Para Filipe Luís, a audição à CEO da TAP não foi suficientemente esclarecedora. “Sobretudo, a definição, com clareza, dos termos em que Alexandra Reis saiu da TAP: pelo se próprio pé, por acordo ou empurrada… Há duas versões, a do comunicado na altura da saída e outra a do esclarecimento enviado recentemente à CMVM, em que se diz que a TAP lhe pediu para sair. Bastaria Christine Ourmières-Widener ter confirmado esta versão e não se percebe por que não foi explícita.”
“A grande dúvida se Alexandra Reis se demitiu ou se foi demitida é uma falsa questão”, discorda Mafalda Anjos. “Aconteceu na TAP o que acontece todos os dias nas empresas em Portugal – abre-se um processo negocial para tentar um acordo de saída. Não há uma demissão unilateral, há uma negociação. E nesse caso a figura jurídica pode ser a renúncia, ainda que exista um acordo prévio que envolve uma indemnização. O que não invalida que a informação prestada à CMVM tenha sido insuficiente porque não foi referido esse facto.” Para a diretora da VISÃO, “é pura demagogia fazer da CEO o bode expiatório para sucessivos erros políticos e para falta de coragem política para assumir os problemas que vêm com o ativo tóxico que é a TAP”. Sobretudo porque Christine “vai apresentar bons resultado, e tudo indica que consiga lucros e antecipe o plano de reestruturação em três anos.”

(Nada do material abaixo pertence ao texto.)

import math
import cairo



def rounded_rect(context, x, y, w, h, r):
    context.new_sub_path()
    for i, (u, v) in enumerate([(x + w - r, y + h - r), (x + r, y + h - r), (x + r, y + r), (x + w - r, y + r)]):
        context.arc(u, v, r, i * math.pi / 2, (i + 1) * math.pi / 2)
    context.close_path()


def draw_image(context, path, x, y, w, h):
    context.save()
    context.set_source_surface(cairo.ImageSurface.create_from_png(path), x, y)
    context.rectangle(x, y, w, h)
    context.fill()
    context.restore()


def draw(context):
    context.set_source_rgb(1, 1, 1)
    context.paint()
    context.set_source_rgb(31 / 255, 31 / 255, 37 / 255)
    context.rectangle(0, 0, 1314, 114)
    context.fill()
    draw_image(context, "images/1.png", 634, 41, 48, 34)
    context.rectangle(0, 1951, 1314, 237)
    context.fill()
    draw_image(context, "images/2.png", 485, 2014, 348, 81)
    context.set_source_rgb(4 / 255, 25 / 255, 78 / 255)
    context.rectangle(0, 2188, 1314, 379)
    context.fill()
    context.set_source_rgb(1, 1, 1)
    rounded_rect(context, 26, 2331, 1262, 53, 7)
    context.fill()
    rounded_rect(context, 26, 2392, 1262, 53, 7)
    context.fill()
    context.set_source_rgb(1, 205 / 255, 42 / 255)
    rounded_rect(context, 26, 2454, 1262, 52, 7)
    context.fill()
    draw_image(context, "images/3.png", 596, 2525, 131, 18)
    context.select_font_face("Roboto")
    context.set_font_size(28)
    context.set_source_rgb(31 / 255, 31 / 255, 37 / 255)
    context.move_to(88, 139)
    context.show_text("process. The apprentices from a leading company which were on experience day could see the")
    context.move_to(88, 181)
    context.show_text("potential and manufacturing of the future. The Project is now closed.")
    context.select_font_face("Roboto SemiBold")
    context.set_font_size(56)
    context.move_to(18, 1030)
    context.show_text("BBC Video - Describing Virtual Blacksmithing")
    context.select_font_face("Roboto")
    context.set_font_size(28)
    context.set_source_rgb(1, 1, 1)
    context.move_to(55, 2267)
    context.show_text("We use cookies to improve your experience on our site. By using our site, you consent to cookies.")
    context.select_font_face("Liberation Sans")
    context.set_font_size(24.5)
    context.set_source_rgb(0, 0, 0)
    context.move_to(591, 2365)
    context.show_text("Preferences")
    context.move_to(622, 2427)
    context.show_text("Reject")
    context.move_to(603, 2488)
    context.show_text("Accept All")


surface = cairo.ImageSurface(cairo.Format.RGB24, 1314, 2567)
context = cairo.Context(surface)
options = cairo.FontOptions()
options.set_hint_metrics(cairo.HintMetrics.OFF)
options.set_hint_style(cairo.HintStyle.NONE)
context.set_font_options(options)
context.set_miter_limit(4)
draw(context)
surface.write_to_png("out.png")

“Não ache que não saibamos o que se passou. Havia uma discordância entre Alexandra Reis e a CEO da TAP e encontrou-se uma forma de sair. O ministério das Infraestruturas avaliou mal a dimensão e o impacto da indemnização e o Ministério das Finanças decidiu ir buscá-la negligenciando esse histórico”, refere o jornalista Nuno Aguiar. “Não quer dizer que achemos normal. Já caiu um ministro e secretários de Estado. Fernando Medina, diga o que disser, carregará todo o seu mandato o erro que cometeu. Veremos agora se a investigação da IGF encontra mais ilegalidades. Se assim for, pode haver motivos para demitir a administração da TAP e o governo terá de equilibrar isso com o desejo de vender rápido a empresa.”

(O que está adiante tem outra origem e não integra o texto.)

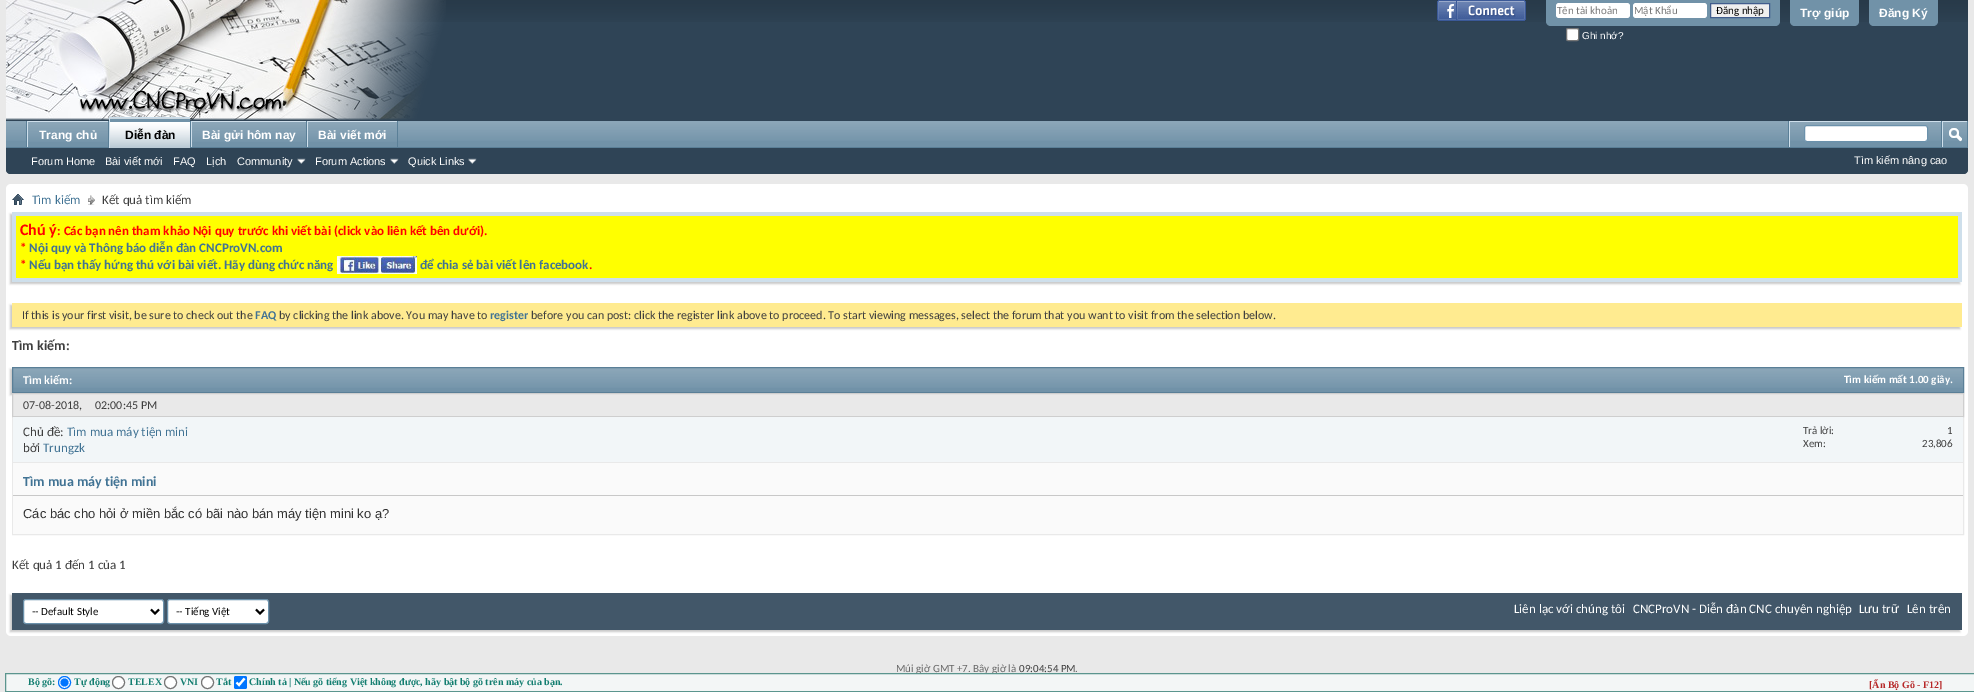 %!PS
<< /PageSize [1974 692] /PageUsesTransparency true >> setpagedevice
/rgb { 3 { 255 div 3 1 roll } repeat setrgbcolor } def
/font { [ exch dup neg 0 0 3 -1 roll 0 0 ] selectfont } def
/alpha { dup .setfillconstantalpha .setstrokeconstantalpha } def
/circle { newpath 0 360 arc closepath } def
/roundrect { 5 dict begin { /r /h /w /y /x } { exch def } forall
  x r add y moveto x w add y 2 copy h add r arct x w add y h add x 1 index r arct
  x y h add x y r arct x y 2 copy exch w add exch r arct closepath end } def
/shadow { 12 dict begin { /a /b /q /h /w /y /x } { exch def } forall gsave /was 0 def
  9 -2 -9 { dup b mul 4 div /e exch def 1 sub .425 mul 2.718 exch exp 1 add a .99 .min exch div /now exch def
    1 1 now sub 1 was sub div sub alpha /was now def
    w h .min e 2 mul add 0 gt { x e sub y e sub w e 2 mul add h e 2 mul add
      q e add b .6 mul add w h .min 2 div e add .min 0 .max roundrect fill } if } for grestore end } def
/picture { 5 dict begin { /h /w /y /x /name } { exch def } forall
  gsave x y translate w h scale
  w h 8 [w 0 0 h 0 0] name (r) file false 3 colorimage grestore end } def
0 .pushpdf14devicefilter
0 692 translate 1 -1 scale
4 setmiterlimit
233 233 233 rgb
0 0 1974 692 rectfill
47 68 86 rgb
6 0 moveto 1968 0 lineto 1968 169 lineto 1968 172 1966 174 1963 174 curveto 11 174 lineto 8 174 6 172 6 169 curveto closepath fill
(img/1.rgb) 328 0 1640 22 picture
(img/2.rgb) 6 0 440 120 picture
(img/3.rgb) 1437 0 89 21 picture
113 146 168 rgb
1546 0 moveto 1780 0 lineto 1780 21 lineto 1780 24 1778 26 1775 26 curveto 1551 26 lineto 1548 26 1546 24 1546 21 curveto closepath fill
255 255 255 rgb
1556 3 74 15 3 roundrect fill
1633 3 74 15 3 roundrect fill
239 239 239 rgb
1710.5 3.5 moveto 1769.5 3.5 lineto 1769.5 17.5 lineto 1710.5 17.5 lineto closepath gsave fill grestore
65 93 141 rgb
stroke
255 255 255 rgb
1566.5 28.5 12 12 1.5 roundrect gsave fill grestore
118 118 118 rgb
stroke
113 146 168 rgb
1790 0 moveto 1859 0 lineto 1859 21 lineto 1859 24 1857 26 1854 26 curveto 1795 26 lineto 1792 26 1790 24 1790 21 curveto closepath fill
1869 0 moveto 1938 0 lineto 1938 21 lineto 1938 24 1936 26 1933 26 curveto 1874 26 lineto 1871 26 1869 24 1869 21 curveto closepath fill
47 68 86 rgb
6 121 moveto 1968 121 lineto 1968 169 lineto 1968 172 1966 174 1963 174 curveto 11 174 lineto 8 174 6 172 6 169 curveto closepath fill
113 146 168 rgb
6 121 1961 26 rectfill
(img/4.rgb) 6 121 1961 20 picture
[
  [108 121 1 27 90 127 151]
  [26 121 1 27 90 127 151]
  [28 122 80 19 113 146 168]
] { aload pop rgb rectfill } forall
(img/5.rgb) 28 122 80 20 picture
[
  [27 121 81 1 206 223 235]
  [27 121 1 27 206 223 235]
  [190 121 1 26 90 127 151]
  [306 121 1 27 90 127 151]
  [191 121 115 1 206 223 235]
  [191 121 1 27 206 223 235]
  [397 121 1 27 90 127 151]
  [307 121 90 1 206 223 235]
  [307 121 1 27 206 223 235]
  [6 147 1962 1 90 127 151]
  [110 118 80 30 113 146 168]
] { aload pop rgb rectfill } forall
(img/6.rgb) 110 118 80 30 picture
[
  [109 117 81 1 206 223 235]
  [109 117 1 31 206 223 235]
  [192 122 114 19 113 146 168]
] { aload pop rgb rectfill } forall
(img/7.rgb) 192 122 114 20 picture
308 122 89 19 rectfill
(img/8.rgb) 308 122 89 20 picture
(img/9.rgb) 297 158 9 6 picture
(img/9.rgb) 390 158 9 6 picture
(img/9.rgb) 468 158 9 6 picture
[
  [1788 121 1 26 90 127 151]
  [1789 121 152 1 206 223 235]
  [1789 121 1 26 206 223 235]
] { aload pop rgb rectfill } forall
255 255 255 rgb
1804.5 125.5 123 16 2.5 roundrect gsave fill grestore
107 145 171 rgb
stroke
[
  [1967 121 1 26 90 127 151]
  [1941 121 1 26 90 127 151]
  [1942 121 25 1 206 223 235]
  [1942 121 1 26 206 223 235]
] { aload pop rgb rectfill } forall
(img/10.rgb) 1949 128 13 14 picture
255 255 255 rgb
6 184 1962 452 5 roundrect fill
(img/11.rgb) 12 194 12 11 picture
(img/12.rgb) 88 195 7 10 picture
200 200 200 rgb
10 214 1950 70 0 1 1 shadow
206 223 235 rgb
12 212 1950 70 rectfill
255 255 0 rgb
16 216 1942 62 rectfill
(img/13.rgb) 337 256 80 18 picture
200 200 200 rgb
10 305 1950 24 0 1 1 shadow
255 235 144 rgb
12 303 1950 24 rectfill
200 200 200 rgb
10 369 1952 26 0 1 1 shadow
113 146 168 rgb
13 368 1950 24 rectfill
(img/14.rgb) 13 368 1950 20 picture
90 127 151 rgb
12.5 367.5 1951 25 rectstroke
233 233 233 rgb
12.5 393.5 1951 141 rectstroke
12.5 393.5 moveto 1963.5 393.5 lineto 1963.5 416.5 lineto 12.5 416.5 lineto closepath gsave fill grestore
206 206 206 rgb
stroke
[
  [13 417 1950 45 242 246 248]
  [13 462 1950 1 233 233 233]
  [13 463 1950 71 250 250 250]
  [13 495 1950 1 200 200 200]
] { aload pop rgb rectfill } forall
10 595 1950 37 0 1 1 shadow
66 87 105 rgb
12 593 1950 37 rectfill
255 255 255 rgb
23.5 599.5 140 24 2.5 roundrect gsave fill grestore
107 145 171 rgb
stroke
0 0 0 rgb
2 setlinewidth
151 609.5 moveto 155 613.5 lineto 159 609.5 lineto stroke
255 255 255 rgb
167.5 599.5 101 24 2.5 roundrect gsave fill grestore
107 145 171 rgb
1 setlinewidth
stroke
0 0 0 rgb
2 setlinewidth
256 609.5 moveto 260 613.5 lineto 264 609.5 lineto stroke
/Carlito-Regular 11 font
119 119 119 rgb
1557 14 moveto (Tên tài khoản) show
1634 14 moveto (Mật Khẩu) show
0 0 0 rgb
1716 14 moveto (Đăng nhập) show
/LiberationSans-Regular 10 font
255 255 255 rgb
1582 39 moveto (Ghi nhớ?) show
/LiberationSans-Bold 12 font
[
  [(Trợ giúp) 1800 17]
  [(Đăng Ký) 1879 17]
  [(Trang chủ) 39 139]
] { aload pop moveto show } forall
0 0 0 rgb
125 139 moveto (Diễn đàn) show
255 255 255 rgb
202 139 moveto (Bài gửi hôm nay) show
318 139 moveto (Bài viết mới) show
/LiberationSans-Regular 11 font
[
  [(Forum Home) 31 165]
  [(Bài viết mới) 105 165]
  [(FAQ) 173 165]
  [(Lịch) 206 165]
  [(Community) 237 165]
  [(Forum Actions) 315 165]
  [(Quick Links) 408 165]
  [(Tìm kiếm nâng cao) 1854 164]
] { aload pop moveto show } forall
/Carlito-Regular 13 font
65 115 148 rgb
32 204 moveto (Tìm kiếm) show
62 62 62 rgb
102 204 moveto (Kết quả tìm kiếm) show
/Carlito-Bold 16 font
255 0 0 rgb
20 235 moveto (Chú ý) show
/Carlito-Bold 13 font
57 235 moveto (: Các bạn nên tham khảo Nội quy trước khi viết bài \(click vào liên kết bên dưới\).) show
20 252 moveto (*) show
65 115 148 rgb
29 252 moveto (Nội quy và Thông báo diễn đàn CNCProVN.com) show
255 0 0 rgb
20 269 moveto (*) show
65 115 148 rgb
29 269 moveto (Nếu bạn thấy hứng thú với bài viết. Hãy dùng chức năng) show
420 269 moveto (để chia sẻ bài viết lên facebook) show
255 0 0 rgb
589 269 moveto (.) show
/Carlito-Regular 12 font
62 62 62 rgb
22 319 moveto (If this is your first visit, be sure to check out the) show
/Carlito-Bold 12 font
65 115 148 rgb
255 319 moveto (FAQ) show
/Carlito-Regular 12 font
62 62 62 rgb
279 319 moveto (by clicking the link above. You may have to) show
/Carlito-Bold 12 font
65 115 148 rgb
490 319 moveto (register) show
/Carlito-Regular 12 font
62 62 62 rgb
531 319 moveto (before you can post: click the register link above to proceed. To start viewing messages, select the forum that you want to visit from the selection below.) show
/Carlito-Bold 14 font
12 350 moveto (Tìm kiếm:) show
/Carlito-Bold 12 font
255 255 255 rgb
23 384 moveto (Tìm kiếm:) show
/Carlito-Bold 11 font
1844 383 moveto (Tìm kiếm mất 1.00 giây.) show
/Carlito-Regular 12 font
62 62 62 rgb
23 409 moveto (07-08-2018,) show
95 409 moveto (02:00:45 PM) show
/Carlito-Regular 13 font
23 436 moveto (Chủ đề:) show
65 115 148 rgb
67 436 moveto (Tìm mua máy tiện mini) show
62 62 62 rgb
23 452 moveto (bởi) show
65 115 148 rgb
43 452 moveto (Trungzk) show
/Carlito-Regular 11 font
62 62 62 rgb
[
  [(Trả lời:) 1803 434]
  [(1) 1947 434]
  [(Xem:) 1803 447]
  [(23,806) 1922 447]
] { aload pop moveto show } forall
/Carlito-Bold 14 font
65 115 148 rgb
23 486 moveto (Tìm mua máy tiện mini) show
/LiberationSans-Regular 13 font
51 51 51 rgb
23 518 moveto (Các bác cho hỏi ở miền bắc có bãi nào bán máy tiện mini ko ạ?) show
/Carlito-Regular 13 font
62 62 62 rgb
12 569 moveto (Kết quả 1 đến 1 của 1) show
/Carlito-Regular 11 font
0 0 0 rgb
32 615 moveto (-- Default Style) show
176 615 moveto (-- Tiếng Việt) show
/Carlito-Regular 13 font
255 255 255 rgb
[
  [(Liên lạc với chúng tôi) 1514 613]
  [(CNCProVN - Diễn đàn CNC chuyên nghiệp) 1633 613]
  [(Lưu trữ) 1859 613]
  [(Lên trên) 1907 613]
] { aload pop moveto show } forall
/Carlito-Regular 11 font
102 102 102 rgb
896 672 moveto (Múi giờ GMT +7. Bây giờ là) show
62 62 62 rgb
1019 672 moveto (09:04:54 PM) show
102 102 102 rgb
1075 672 moveto (.) show
0.75 alpha
247 250 250 rgb
5.5 673.5 moveto 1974.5 673.5 lineto 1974.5 691.5 lineto 5.5 691.5 lineto closepath fill
1 alpha
91 149 142 rgb
1 setlinewidth
5.5 673.5 moveto 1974.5 673.5 lineto 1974.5 691.5 lineto 5.5 691.5 lineto closepath stroke
/LiberationSerif-Bold 10 font
19 126 112 rgb
28 685 moveto (Bộ gõ:) show
255 255 255 rgb
64.5 682.5 6 circle gsave fill grestore
0 117 255 rgb
stroke
64.5 682.5 4 circle fill
19 126 112 rgb
74 685 moveto (Tự động) show
255 255 255 rgb
118.5 682.5 6 circle gsave fill grestore
118 118 118 rgb
stroke
19 126 112 rgb
128 685 moveto (TELEX) show
255 255 255 rgb
170.5 682.5 6 circle gsave fill grestore
118 118 118 rgb
stroke
19 126 112 rgb
180 685 moveto (VNI) show
255 255 255 rgb
207.5 682.5 6 circle gsave fill grestore
118 118 118 rgb
stroke
19 126 112 rgb
216 685 moveto (Tắt) show
0 117 255 rgb
234 676 13 13 2 roundrect fill
255 255 255 rgb
2.1 setlinewidth
236.5 682.5 moveto 239 685 lineto 244.5 678.5 lineto stroke
19 126 112 rgb
249 685 moveto (Chính tả | Nếu gõ tiếng Việt không được, hãy bật bộ gõ trên máy của bạn.) show
182 39 39 rgb
1869 688 moveto ([Ẩn Bộ Gõ - F12]) show
.poppdf14devicefilter showpage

Já a ministra da Agricultura, também ouvida no Parlamento, mantém-se na sua: não foi informada de que a secretária de estado Carla Alves estivesse envolvida em qualquer processo judicial. “E, de facto, não estava: não é arguida nem, muito menos, acusada… A ministra continua a dizer que soube pelas notícias do arresto das contas, mas afirma que Carla Alves lhe disse que tudo tinha sido declarado – argumento a que António Costa se agarrou naquele célebre debate parlamentar. Não valeu de nada…”, sublinha Filipe Luís.
Mafalda Anjos destaca que se tenha decidido agora não meter ninguém no cargo, “para evitar precipitações”. “Ou seja, ou afinal o cargo não era necessário, ou é um auto-atestado de incompetência no recrutamento”.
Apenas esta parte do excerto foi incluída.